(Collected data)
--------------------------------------------------
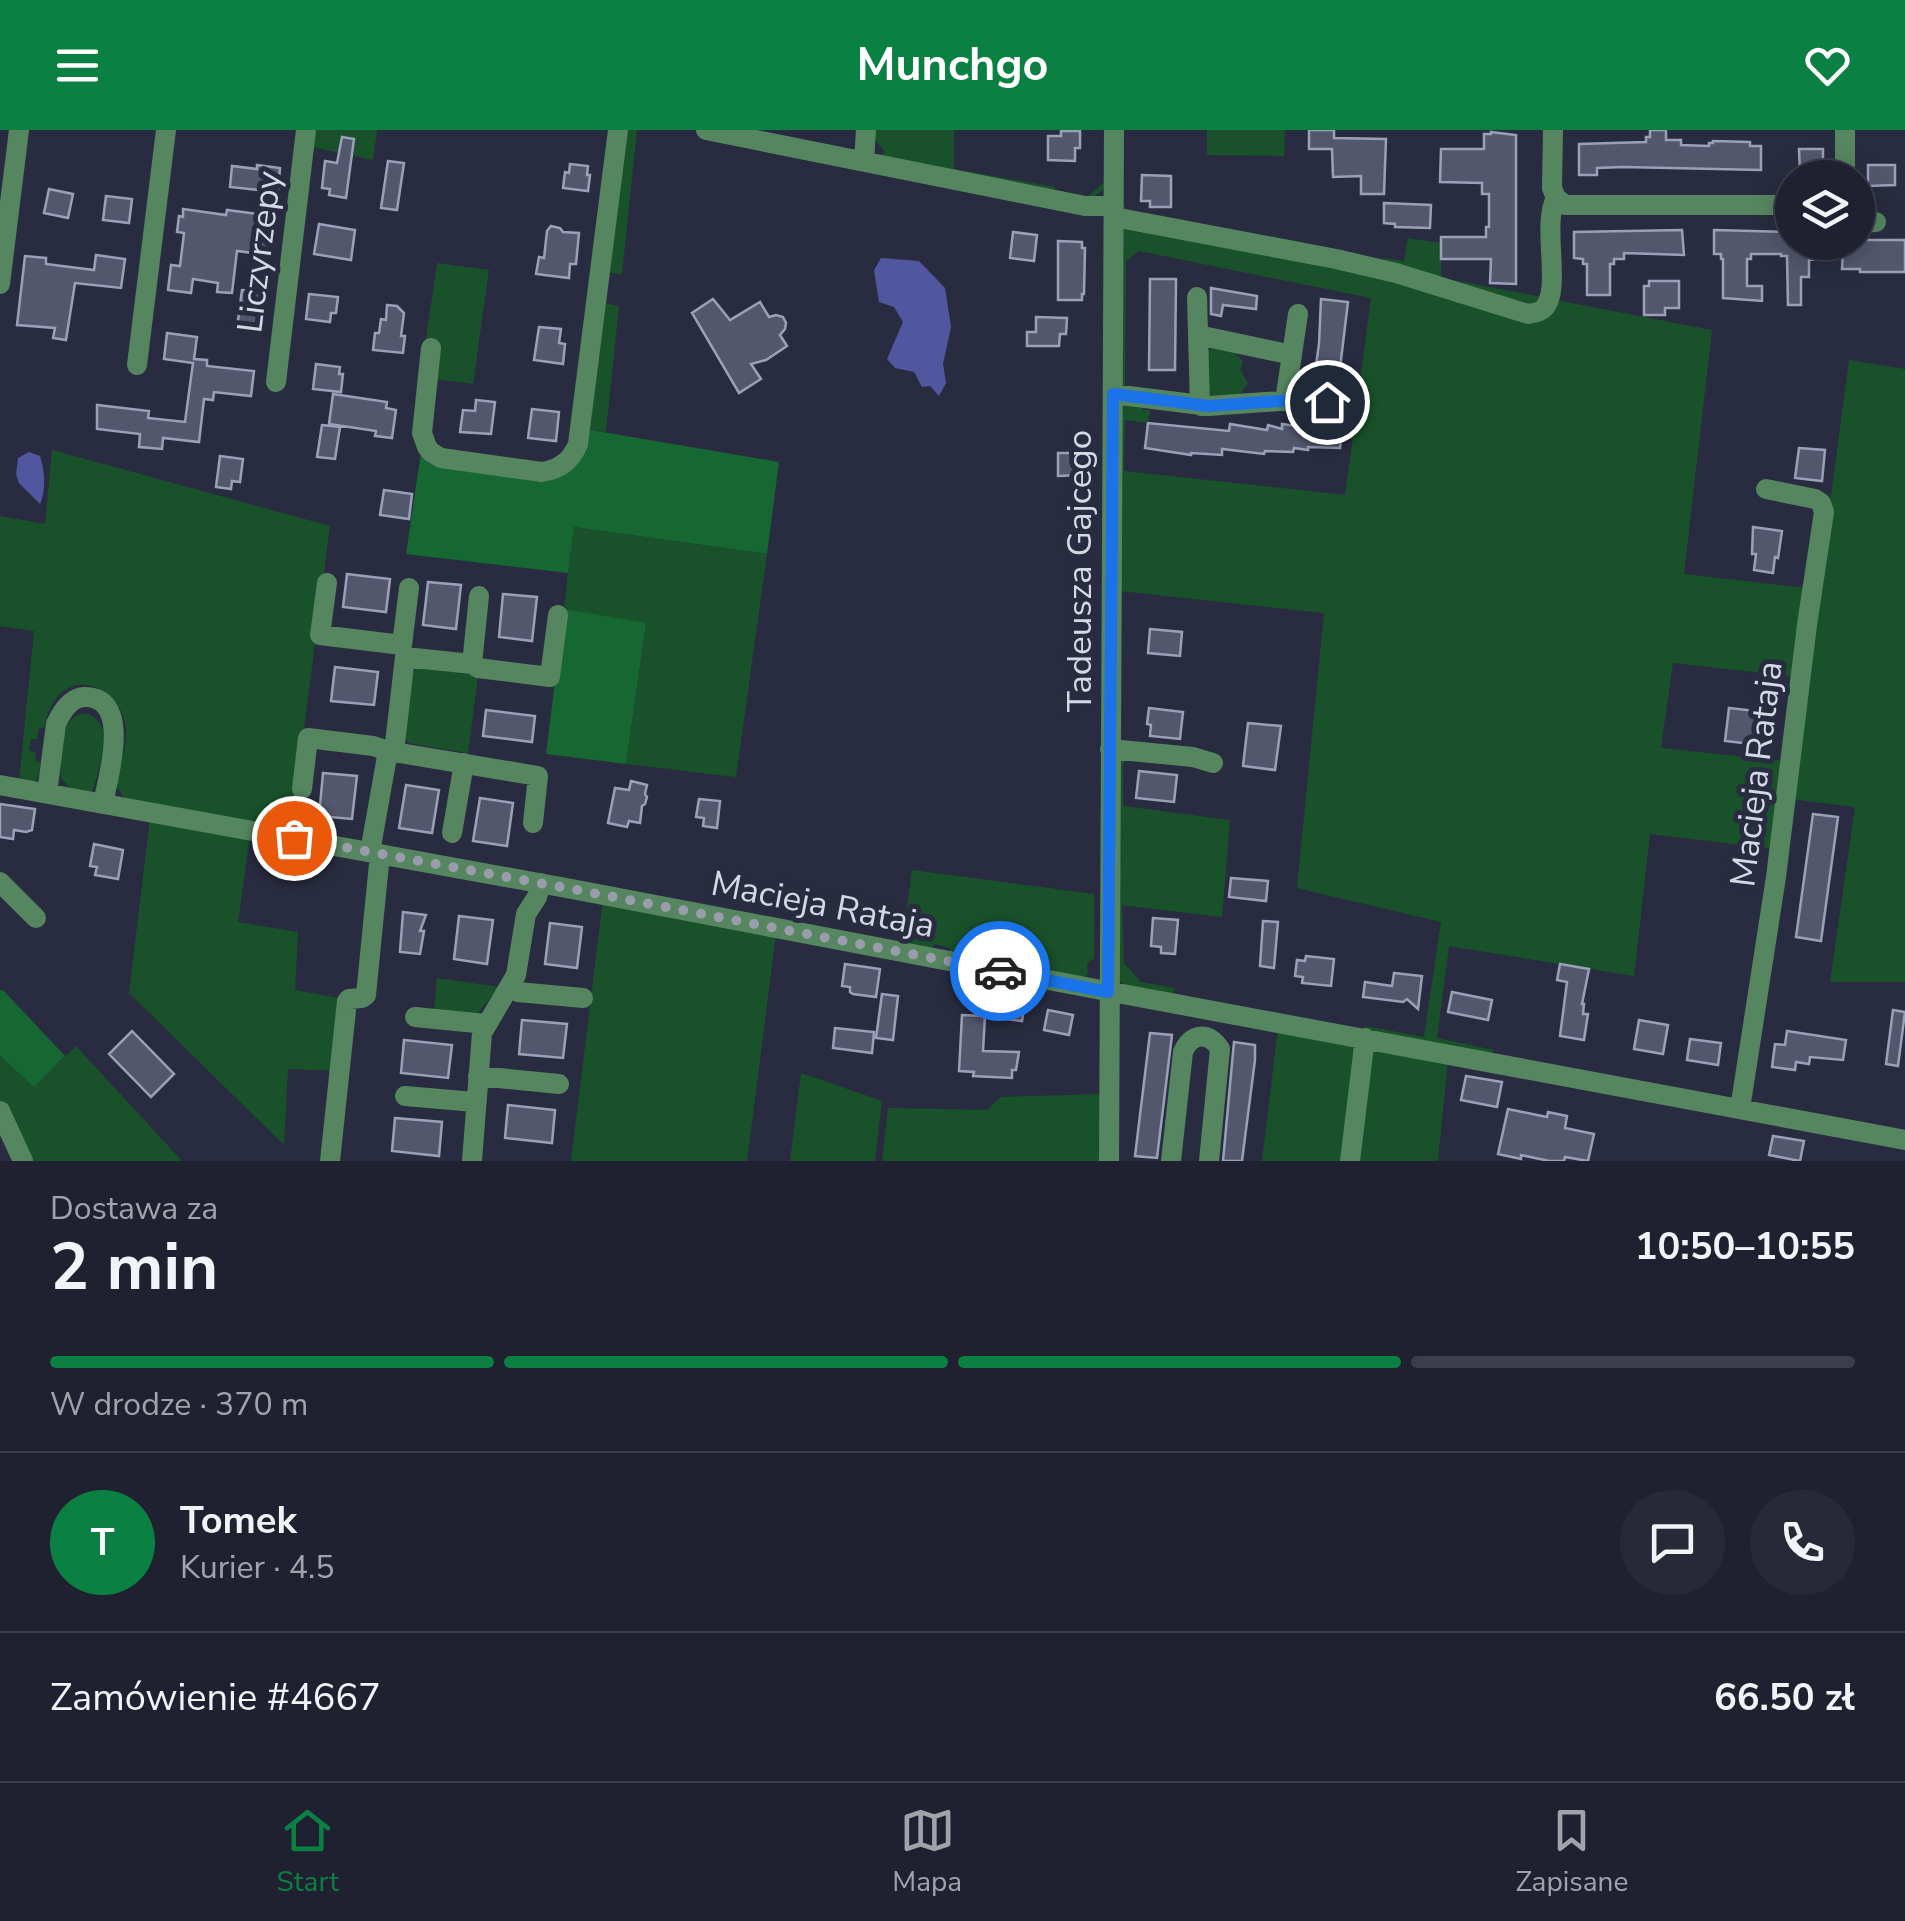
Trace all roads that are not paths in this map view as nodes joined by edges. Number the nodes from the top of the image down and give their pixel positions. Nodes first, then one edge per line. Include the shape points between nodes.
1 (19, 130) edge
2 (166, 130) edge
3 (306, 130) edge
4 (618, 130) edge
5 (706, 130) edge
6 (866, 130) edge
7 (1114, 130) edge
8 (1552, 130) edge
9 (1845, 130) edge
10 (1845, 160) edge
11 (864, 161) junction
12 (1556, 198) junction
13 (1775, 205) edge
14 (1114, 212) junction
15 (0, 284) edge
16 (1197, 296) dead end
17 (1298, 314) dead end
18 (1198, 335) junction
19 (432, 348) dead end
20 (1292, 355) junction
21 (138, 365) dead end
22 (276, 382) dead end
23 (1113, 394) junction
24 (1285, 401) junction
25 (1327, 402) dead end
26 (1200, 406) junction
27 (1766, 490) dead end
28 (327, 583) dead end
29 (409, 588) dead end
30 (480, 596) dead end
31 (558, 615) dead end
32 (401, 651) junction
33 (472, 664) junction
34 (1110, 748) junction
35 (391, 751) junction
36 (1213, 763) dead end
37 (464, 764) junction
38 (0, 785) edge
39 (302, 789) dead end
40 (47, 793) junction
41 (103, 803) junction
42 (533, 823) dead end
43 (452, 833) dead end
44 (375, 853) junction
45 (0, 882) edge
46 (541, 883) junction
47 (36, 918) dead end
48 (510, 986) junction
49 (1108, 992) junction
50 (583, 998) dead end
51 (1211, 1010) junction
52 (415, 1017) dead end
53 (486, 1024) junction
54 (1206, 1036) junction
55 (1365, 1038) junction
56 (478, 1076) junction
57 (558, 1084) dead end
58 (405, 1096) dead end
59 (476, 1102) junction
60 (1740, 1109) junction
61 (0, 1111) edge
62 (1905, 1140) edge
63 (23, 1161) edge
64 (330, 1161) edge
65 (472, 1161) edge
66 (1108, 1161) edge
67 (1171, 1161) edge
68 (1209, 1161) edge
69 (1350, 1161) edge

1 - 15 street
2 - 21 street
3 - 22 street, Liczyrzepy
4 - 19 street via 578,444 568,462 542,472 431,452 422,432
5 - 11 street
6 - 11 street
7 - 14 street, Tadeusza Gajcego
8 - 12 street
9 - 10 street
11 - 14 street
12 - 13 street via 1570,206
12 - 14 street via 1550,210 1550,294 1540,311 1522,314 1396,273
14 - 23 street, Tadeusza Gajcego
16 - 18 street
17 - 20 street
18 - 20 street
18 - 26 street
20 - 24 street
23 - 26 street, Tadeusza Gajcego
23 - 34 street, Tadeusza Gajcego
24 - 25 street, Tadeusza Gajcego
24 - 26 street, Tadeusza Gajcego
27 - 60 street, Macieja Rataja via 1815,499 1824,512
28 - 32 street via 320,636
29 - 32 street
30 - 33 street
31 - 33 street via 550,677
32 - 33 street
32 - 35 street
34 - 36 street, Tadeusza Gajcego
34 - 49 street, Tadeusza Gajcego
35 - 37 street
35 - 39 street via 308,738
35 - 44 street
37 - 42 street via 538,776
37 - 43 street
38 - 40 street, Macieja Rataja
40 - 41 street, Macieja Rataja
40 - 41 street via 56,724 69,705 87,697 113,719
41 - 44 street, Macieja Rataja
44 - 46 street, Macieja Rataja
44 - 64 street via 366,994 346,1002
45 - 47 street
46 - 48 street via 526,914
46 - 49 street, Macieja Rataja
48 - 50 street
48 - 53 street
49 - 51 street, Macieja Rataja
49 - 66 street, Tadeusza Gajcego
51 - 54 street
51 - 55 street, Macieja Rataja
52 - 53 street
53 - 56 street
54 - 67 street via 1184,1048
54 - 68 street via 1221,1054
55 - 60 street, Macieja Rataja
55 - 69 street
56 - 57 street
56 - 59 street
58 - 59 street
59 - 65 street
60 - 62 street, Macieja Rataja
61 - 63 street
--------------------------------------------------
WHAT YOU NEED TO DO
Set down the data above word for word, leaving every picture out.

ANSWER FOR THE TASK
Trace all roads that are not paths in this map view as nodes joined by edges. Number the nodes from the top of the image down and give their pixel positions. Nodes first, then one edge per line. Include the shape points between nodes.
1 (19, 130) edge
2 (166, 130) edge
3 (306, 130) edge
4 (618, 130) edge
5 (706, 130) edge
6 (866, 130) edge
7 (1114, 130) edge
8 (1552, 130) edge
9 (1845, 130) edge
10 (1845, 160) edge
11 (864, 161) junction
12 (1556, 198) junction
13 (1775, 205) edge
14 (1114, 212) junction
15 (0, 284) edge
16 (1197, 296) dead end
17 (1298, 314) dead end
18 (1198, 335) junction
19 (432, 348) dead end
20 (1292, 355) junction
21 (138, 365) dead end
22 (276, 382) dead end
23 (1113, 394) junction
24 (1285, 401) junction
25 (1327, 402) dead end
26 (1200, 406) junction
27 (1766, 490) dead end
28 (327, 583) dead end
29 (409, 588) dead end
30 (480, 596) dead end
31 (558, 615) dead end
32 (401, 651) junction
33 (472, 664) junction
34 (1110, 748) junction
35 (391, 751) junction
36 (1213, 763) dead end
37 (464, 764) junction
38 (0, 785) edge
39 (302, 789) dead end
40 (47, 793) junction
41 (103, 803) junction
42 (533, 823) dead end
43 (452, 833) dead end
44 (375, 853) junction
45 (0, 882) edge
46 (541, 883) junction
47 (36, 918) dead end
48 (510, 986) junction
49 (1108, 992) junction
50 (583, 998) dead end
51 (1211, 1010) junction
52 (415, 1017) dead end
53 (486, 1024) junction
54 (1206, 1036) junction
55 (1365, 1038) junction
56 (478, 1076) junction
57 (558, 1084) dead end
58 (405, 1096) dead end
59 (476, 1102) junction
60 (1740, 1109) junction
61 (0, 1111) edge
62 (1905, 1140) edge
63 (23, 1161) edge
64 (330, 1161) edge
65 (472, 1161) edge
66 (1108, 1161) edge
67 (1171, 1161) edge
68 (1209, 1161) edge
69 (1350, 1161) edge

1 - 15 street
2 - 21 street
3 - 22 street, Liczyrzepy
4 - 19 street via 578,444 568,462 542,472 431,452 422,432
5 - 11 street
6 - 11 street
7 - 14 street, Tadeusza Gajcego
8 - 12 street
9 - 10 street
11 - 14 street
12 - 13 street via 1570,206
12 - 14 street via 1550,210 1550,294 1540,311 1522,314 1396,273
14 - 23 street, Tadeusza Gajcego
16 - 18 street
17 - 20 street
18 - 20 street
18 - 26 street
20 - 24 street
23 - 26 street, Tadeusza Gajcego
23 - 34 street, Tadeusza Gajcego
24 - 25 street, Tadeusza Gajcego
24 - 26 street, Tadeusza Gajcego
27 - 60 street, Macieja Rataja via 1815,499 1824,512
28 - 32 street via 320,636
29 - 32 street
30 - 33 street
31 - 33 street via 550,677
32 - 33 street
32 - 35 street
34 - 36 street, Tadeusza Gajcego
34 - 49 street, Tadeusza Gajcego
35 - 37 street
35 - 39 street via 308,738
35 - 44 street
37 - 42 street via 538,776
37 - 43 street
38 - 40 street, Macieja Rataja
40 - 41 street, Macieja Rataja
40 - 41 street via 56,724 69,705 87,697 113,719
41 - 44 street, Macieja Rataja
44 - 46 street, Macieja Rataja
44 - 64 street via 366,994 346,1002
45 - 47 street
46 - 48 street via 526,914
46 - 49 street, Macieja Rataja
48 - 50 street
48 - 53 street
49 - 51 street, Macieja Rataja
49 - 66 street, Tadeusza Gajcego
51 - 54 street
51 - 55 street, Macieja Rataja
52 - 53 street
53 - 56 street
54 - 67 street via 1184,1048
54 - 68 street via 1221,1054
55 - 60 street, Macieja Rataja
55 - 69 street
56 - 57 street
56 - 59 street
58 - 59 street
59 - 65 street
60 - 62 street, Macieja Rataja
61 - 63 street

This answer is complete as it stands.